(Stored data)
——————————
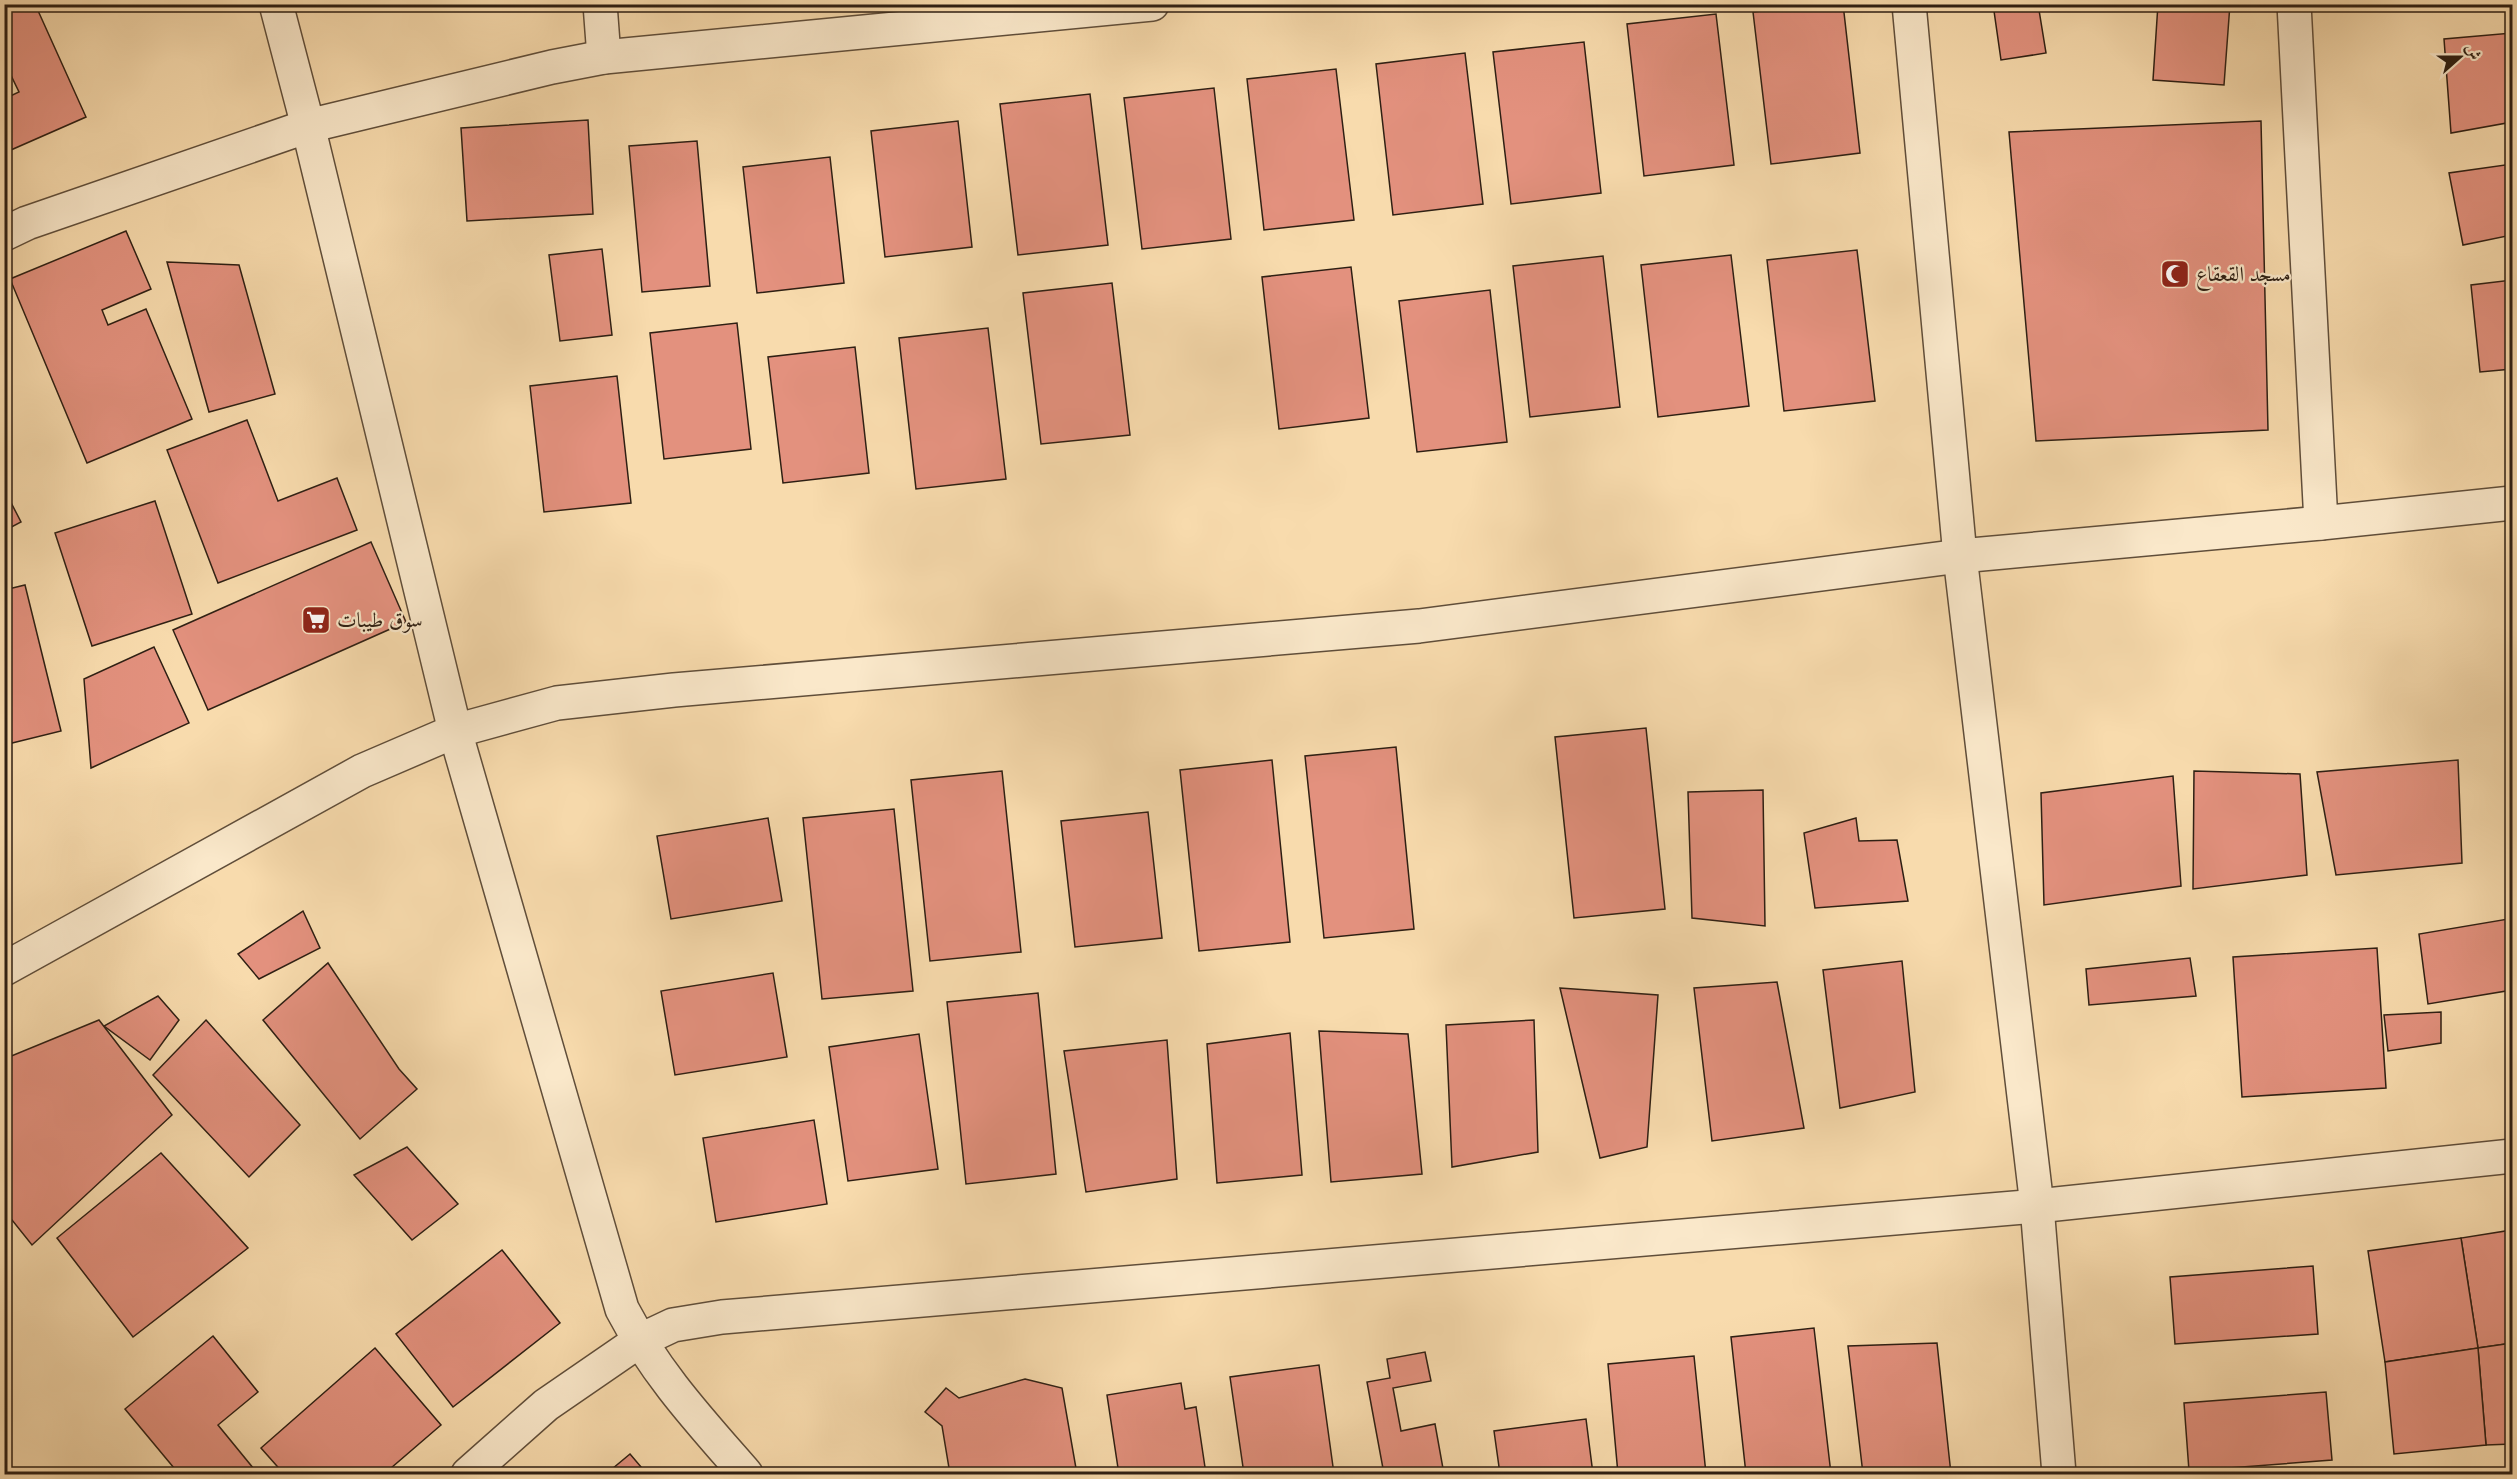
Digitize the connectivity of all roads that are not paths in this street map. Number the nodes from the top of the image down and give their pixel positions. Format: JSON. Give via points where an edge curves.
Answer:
{"nodes":[{"id":1,"x":276,"y":4,"type":"edge"},
{"id":2,"x":600,"y":4,"type":"edge"},
{"id":3,"x":1152,"y":4,"type":"edge"},
{"id":4,"x":1909,"y":4,"type":"edge"},
{"id":5,"x":2294,"y":4,"type":"edge"},
{"id":6,"x":917,"y":16,"type":"edge"},
{"id":7,"x":604,"y":57,"type":"junction"},
{"id":8,"x":308,"y":126,"type":"junction"},
{"id":9,"x":4,"y":234,"type":"edge"},
{"id":10,"x":2512,"y":503,"type":"edge"},
{"id":11,"x":2321,"y":523,"type":"junction"},
{"id":12,"x":1960,"y":556,"type":"junction"},
{"id":13,"x":455,"y":731,"type":"junction"},
{"id":14,"x":4,"y":969,"type":"edge"},
{"id":15,"x":2512,"y":1156,"type":"edge"},
{"id":16,"x":2037,"y":1206,"type":"junction"},
{"id":17,"x":639,"y":1341,"type":"junction"},
{"id":18,"x":468,"y":1474,"type":"edge"},
{"id":19,"x":746,"y":1474,"type":"edge"},
{"id":20,"x":2059,"y":1474,"type":"edge"}],
"edges":[{"from":1,"to":8,"type":"street"},
{"from":2,"to":7,"type":"street"},
{"from":3,"to":6,"type":"street"},
{"from":4,"to":12,"type":"street"},
{"from":5,"to":11,"type":"street"},
{"from":6,"to":7,"type":"street"},
{"from":7,"to":8,"type":"street"},
{"from":8,"to":9,"type":"street"},
{"from":8,"to":13,"type":"street"},
{"from":10,"to":11,"type":"street"},
{"from":11,"to":12,"type":"street"},
{"from":12,"to":13,"type":"street","via":[[1419,626],[557,703]]},
{"from":12,"to":16,"type":"street"},
{"from":13,"to":14,"type":"street","via":[[362,771]]},
{"from":13,"to":17,"type":"street","via":[[622,1310]]},
{"from":15,"to":16,"type":"street"},
{"from":16,"to":17,"type":"street","via":[[722,1317],[673,1325]]},
{"from":16,"to":20,"type":"street"},
{"from":17,"to":18,"type":"street","via":[[546,1405]]},
{"from":17,"to":19,"type":"street","via":[[668,1384]]}]}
——————————
Task: Reproduce each line of the records in which the string "nodes" appears.

Written response:
Digitize the connectivity of all roads that are not paths in this street map. Number the nodes from the top of the image down and give their pixel positions. Format: JSON. Give via points where an edge curves.
{"nodes":[{"id":1,"x":276,"y":4,"type":"edge"},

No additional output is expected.